- Task directions
Within the material below, find each line bearing the word "کاتب" and present it.

- Data for review
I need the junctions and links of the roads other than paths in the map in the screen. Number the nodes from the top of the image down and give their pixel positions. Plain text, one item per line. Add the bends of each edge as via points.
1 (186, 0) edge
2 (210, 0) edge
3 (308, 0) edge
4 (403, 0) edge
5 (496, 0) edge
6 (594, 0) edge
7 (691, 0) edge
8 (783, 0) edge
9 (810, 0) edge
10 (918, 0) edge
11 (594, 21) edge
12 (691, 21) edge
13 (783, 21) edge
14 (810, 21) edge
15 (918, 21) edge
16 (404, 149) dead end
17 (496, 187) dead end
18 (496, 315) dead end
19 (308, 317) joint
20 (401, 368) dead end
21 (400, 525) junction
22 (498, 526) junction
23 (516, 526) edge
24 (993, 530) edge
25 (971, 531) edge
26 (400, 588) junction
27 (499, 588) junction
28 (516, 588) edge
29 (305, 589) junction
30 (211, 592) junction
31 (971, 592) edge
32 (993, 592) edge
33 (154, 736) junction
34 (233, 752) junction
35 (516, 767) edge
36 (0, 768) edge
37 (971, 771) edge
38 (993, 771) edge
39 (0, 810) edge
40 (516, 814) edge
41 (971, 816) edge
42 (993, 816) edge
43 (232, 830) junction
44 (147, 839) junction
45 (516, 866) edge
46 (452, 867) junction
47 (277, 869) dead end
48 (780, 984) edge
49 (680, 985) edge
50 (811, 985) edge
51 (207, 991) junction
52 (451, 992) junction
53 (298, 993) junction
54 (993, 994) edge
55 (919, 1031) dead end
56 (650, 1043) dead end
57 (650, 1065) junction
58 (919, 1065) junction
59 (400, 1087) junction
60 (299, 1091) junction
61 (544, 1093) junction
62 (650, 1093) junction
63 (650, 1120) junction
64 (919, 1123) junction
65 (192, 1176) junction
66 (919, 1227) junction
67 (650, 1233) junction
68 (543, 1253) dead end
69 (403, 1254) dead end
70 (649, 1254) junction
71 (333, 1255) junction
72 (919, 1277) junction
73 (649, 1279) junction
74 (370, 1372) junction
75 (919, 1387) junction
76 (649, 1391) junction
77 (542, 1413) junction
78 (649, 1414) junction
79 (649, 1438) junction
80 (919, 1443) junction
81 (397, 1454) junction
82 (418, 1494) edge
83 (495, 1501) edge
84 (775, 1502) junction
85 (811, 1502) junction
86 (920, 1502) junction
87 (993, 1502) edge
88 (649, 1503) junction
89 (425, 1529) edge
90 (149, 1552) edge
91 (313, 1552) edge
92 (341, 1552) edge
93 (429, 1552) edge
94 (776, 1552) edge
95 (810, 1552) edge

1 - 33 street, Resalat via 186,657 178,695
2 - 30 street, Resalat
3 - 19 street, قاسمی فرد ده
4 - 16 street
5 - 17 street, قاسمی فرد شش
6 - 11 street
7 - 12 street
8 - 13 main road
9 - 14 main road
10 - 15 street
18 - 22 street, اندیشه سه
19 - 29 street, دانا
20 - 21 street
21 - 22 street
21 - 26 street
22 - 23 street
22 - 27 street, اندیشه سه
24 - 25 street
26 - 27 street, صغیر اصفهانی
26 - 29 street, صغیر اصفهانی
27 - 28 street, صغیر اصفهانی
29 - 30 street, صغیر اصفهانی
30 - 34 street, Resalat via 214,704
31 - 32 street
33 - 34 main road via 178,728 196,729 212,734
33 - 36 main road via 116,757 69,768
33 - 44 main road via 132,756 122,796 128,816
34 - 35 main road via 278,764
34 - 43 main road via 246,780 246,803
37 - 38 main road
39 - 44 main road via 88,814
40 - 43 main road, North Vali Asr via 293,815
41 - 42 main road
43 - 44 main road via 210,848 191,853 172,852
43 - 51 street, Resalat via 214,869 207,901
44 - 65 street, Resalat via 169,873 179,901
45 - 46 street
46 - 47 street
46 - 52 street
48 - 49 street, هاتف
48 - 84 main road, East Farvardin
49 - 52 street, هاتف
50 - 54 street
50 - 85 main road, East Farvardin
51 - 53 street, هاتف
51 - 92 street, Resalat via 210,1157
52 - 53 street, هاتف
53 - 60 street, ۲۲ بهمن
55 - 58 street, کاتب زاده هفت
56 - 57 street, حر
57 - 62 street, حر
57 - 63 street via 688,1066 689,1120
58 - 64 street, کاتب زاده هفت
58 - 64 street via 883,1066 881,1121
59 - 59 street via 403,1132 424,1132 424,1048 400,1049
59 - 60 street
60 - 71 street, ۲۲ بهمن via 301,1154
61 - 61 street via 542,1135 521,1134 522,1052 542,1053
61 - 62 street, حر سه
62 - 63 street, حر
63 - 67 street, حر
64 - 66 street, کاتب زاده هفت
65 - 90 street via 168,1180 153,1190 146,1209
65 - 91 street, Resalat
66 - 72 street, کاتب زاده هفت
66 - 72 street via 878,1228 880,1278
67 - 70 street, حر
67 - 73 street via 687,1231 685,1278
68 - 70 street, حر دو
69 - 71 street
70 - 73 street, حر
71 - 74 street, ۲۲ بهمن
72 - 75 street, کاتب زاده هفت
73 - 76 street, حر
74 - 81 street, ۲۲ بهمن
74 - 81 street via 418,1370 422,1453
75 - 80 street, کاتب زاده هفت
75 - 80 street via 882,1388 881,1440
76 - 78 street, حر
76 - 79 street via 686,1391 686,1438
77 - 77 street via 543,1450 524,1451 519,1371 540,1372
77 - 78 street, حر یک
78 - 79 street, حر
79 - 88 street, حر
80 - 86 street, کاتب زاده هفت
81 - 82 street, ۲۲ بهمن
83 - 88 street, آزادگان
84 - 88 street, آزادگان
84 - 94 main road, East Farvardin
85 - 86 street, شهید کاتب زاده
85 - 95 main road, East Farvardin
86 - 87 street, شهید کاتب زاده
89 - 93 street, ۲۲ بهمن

- Result of this task
55 - 58 street, کاتب زاده هفت
58 - 64 street, کاتب زاده هفت
64 - 66 street, کاتب زاده هفت
66 - 72 street, کاتب زاده هفت
72 - 75 street, کاتب زاده هفت
75 - 80 street, کاتب زاده هفت
80 - 86 street, کاتب زاده هفت
85 - 86 street, شهید کاتب زاده
86 - 87 street, شهید کاتب زاده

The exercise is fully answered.